Las Vegas bets fireworks will bring New Year’s crowds back
Saturday, Dec. 30, 2000 | 9:50 a.m.
With hotel rooms filling Friday, Las Vegas officials were betting a flashy $500,000 fireworks show will rocket the city back into the New Year's Eve spotlight.
"It's looking very good," said Alan Feldman, spokesman for MGM-Mirage, who said 18,000 rooms in his company's six big Las Vegas hotels were "very near completely full."
At the Fremont Street Experience, officials were touting their designation by USA Today as one of the top 10 places in the nation to dance in the New Year.
Clark County officials completed plans to place dozens of portable toilets near the Strip and Las Vegas police declared themselves ready to deploy 750 officers for crowd control Sunday night.
Mayor Oscar Goodman, watching people filter into his city on a sunny, 61-degree afternoon, predicted 500,000 weekend visitors - almost twice the 263,000 forecast by the Las Vegas Convention and Visitors Authority. The authority estimated 92 percent of the city's hotel rooms would be filled by revelers.
"This year, it's a festive mood," said Goodman, whose opinion of Las Vegas's last New Year's Eve boils down to one word: "Dud."
"I've been to the airport, the airplanes don't have an empty seat," he said. "The roads are jammed. The new year of the real millennium. Everybody's coming to have a good time."

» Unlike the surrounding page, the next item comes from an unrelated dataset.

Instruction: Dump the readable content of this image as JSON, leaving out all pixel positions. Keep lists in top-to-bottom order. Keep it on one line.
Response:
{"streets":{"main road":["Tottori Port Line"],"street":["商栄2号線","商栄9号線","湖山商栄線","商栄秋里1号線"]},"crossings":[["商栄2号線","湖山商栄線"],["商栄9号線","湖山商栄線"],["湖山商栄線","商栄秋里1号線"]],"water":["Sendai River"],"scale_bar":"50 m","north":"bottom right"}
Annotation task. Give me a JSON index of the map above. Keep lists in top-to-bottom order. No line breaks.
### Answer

Goodman's city - built around gambling, entertainment and 123,319 hotel rooms - was embarrassed last year by criticism that its Year 2000 celebration fizzled.

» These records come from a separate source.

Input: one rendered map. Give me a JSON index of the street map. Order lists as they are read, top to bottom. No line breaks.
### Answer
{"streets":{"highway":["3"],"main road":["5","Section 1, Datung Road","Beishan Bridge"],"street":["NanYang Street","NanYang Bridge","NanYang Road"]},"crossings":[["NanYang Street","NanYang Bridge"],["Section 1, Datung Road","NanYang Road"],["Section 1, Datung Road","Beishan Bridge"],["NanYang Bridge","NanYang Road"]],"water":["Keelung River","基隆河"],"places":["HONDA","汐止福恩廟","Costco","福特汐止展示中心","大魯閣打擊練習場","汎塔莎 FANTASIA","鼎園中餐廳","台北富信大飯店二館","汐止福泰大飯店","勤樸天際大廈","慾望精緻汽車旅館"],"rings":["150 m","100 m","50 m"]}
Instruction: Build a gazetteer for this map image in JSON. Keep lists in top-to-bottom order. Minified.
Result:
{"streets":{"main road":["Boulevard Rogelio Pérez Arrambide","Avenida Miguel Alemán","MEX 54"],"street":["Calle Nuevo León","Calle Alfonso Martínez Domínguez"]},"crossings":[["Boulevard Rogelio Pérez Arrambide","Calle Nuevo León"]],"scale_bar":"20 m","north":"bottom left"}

Promises of the party of the millennium proved hollow as tourists stayed away, scared off by fears of Y2K and terrorism. Hotels slashed rates for high-priced rooms and concerts by big name entertainers. The event was further marred by the death of a 26-year-old California man who was electrocuted after climbing a light pole and grabbing a power line.
Sure, the six-lane Strip was shut to traffic and elbow-to-elbow crowds trampled the median shrubbery. Statistics later showed that nine in 10 hotel rooms were rented.
But the lasting image was of 251,000 visitors counting the seconds to midnight, turning their eyes skyward, and seeing - nothing.
"This year, they'll get to 5-4-3-2-1 and will have an experience they won't soon forget," said Jan Jones, spokeswoman for Harrah's and the Rio casino-hotels. "Las Vegas will reaffirm itself as the place to be for New Year's."
Tourism officials call the fireworks show the "Big Bang" - as if staking a claim at the center of the tourism universe.
Sunday night's plan - wind permitting - calls for launching fireworks starting at 11:59 p.m. from 11 hotels and two ground sites along the four-mile strip, plus a pyrotechnic display under downtown Fremont Street's five-block-long mall canopy.
Hotel officials on Friday said reservations picked up after the event was announced.
But they also focused on hotel room rates returning to earth after skyrocketing last year in anticipation of the Y2K celebrations.
"This year, rates are more in the norm," said Feldman, who represents the MGM Grand, Mirage, New York-New York, Treasure Island, Bellagio and Golden Nugget.
He said a high-end hotel like the Bellagio, which last year charged $1,500 a night and demanded a three- or four-night stay, was getting $700 this New Year's Eve.
At the 2,555-room Aladdin hotel-casino, which opened this summer, spokesman Lynn Holt could not compare with last New Year's Eve.
"But we've got a sold-out house," Holt said. "We're excited."
Jones, at Harrah's, said room rates of $700 last year with a three-day minimum stay, are $250 this year with a two nights minimum.
"I think last year there was overanticipation," Jones said. "I think Y2K and cost and a lot of other concerns just kept people home."
"Now, the town is full," Jones said. "This year, Las Vegas will shine."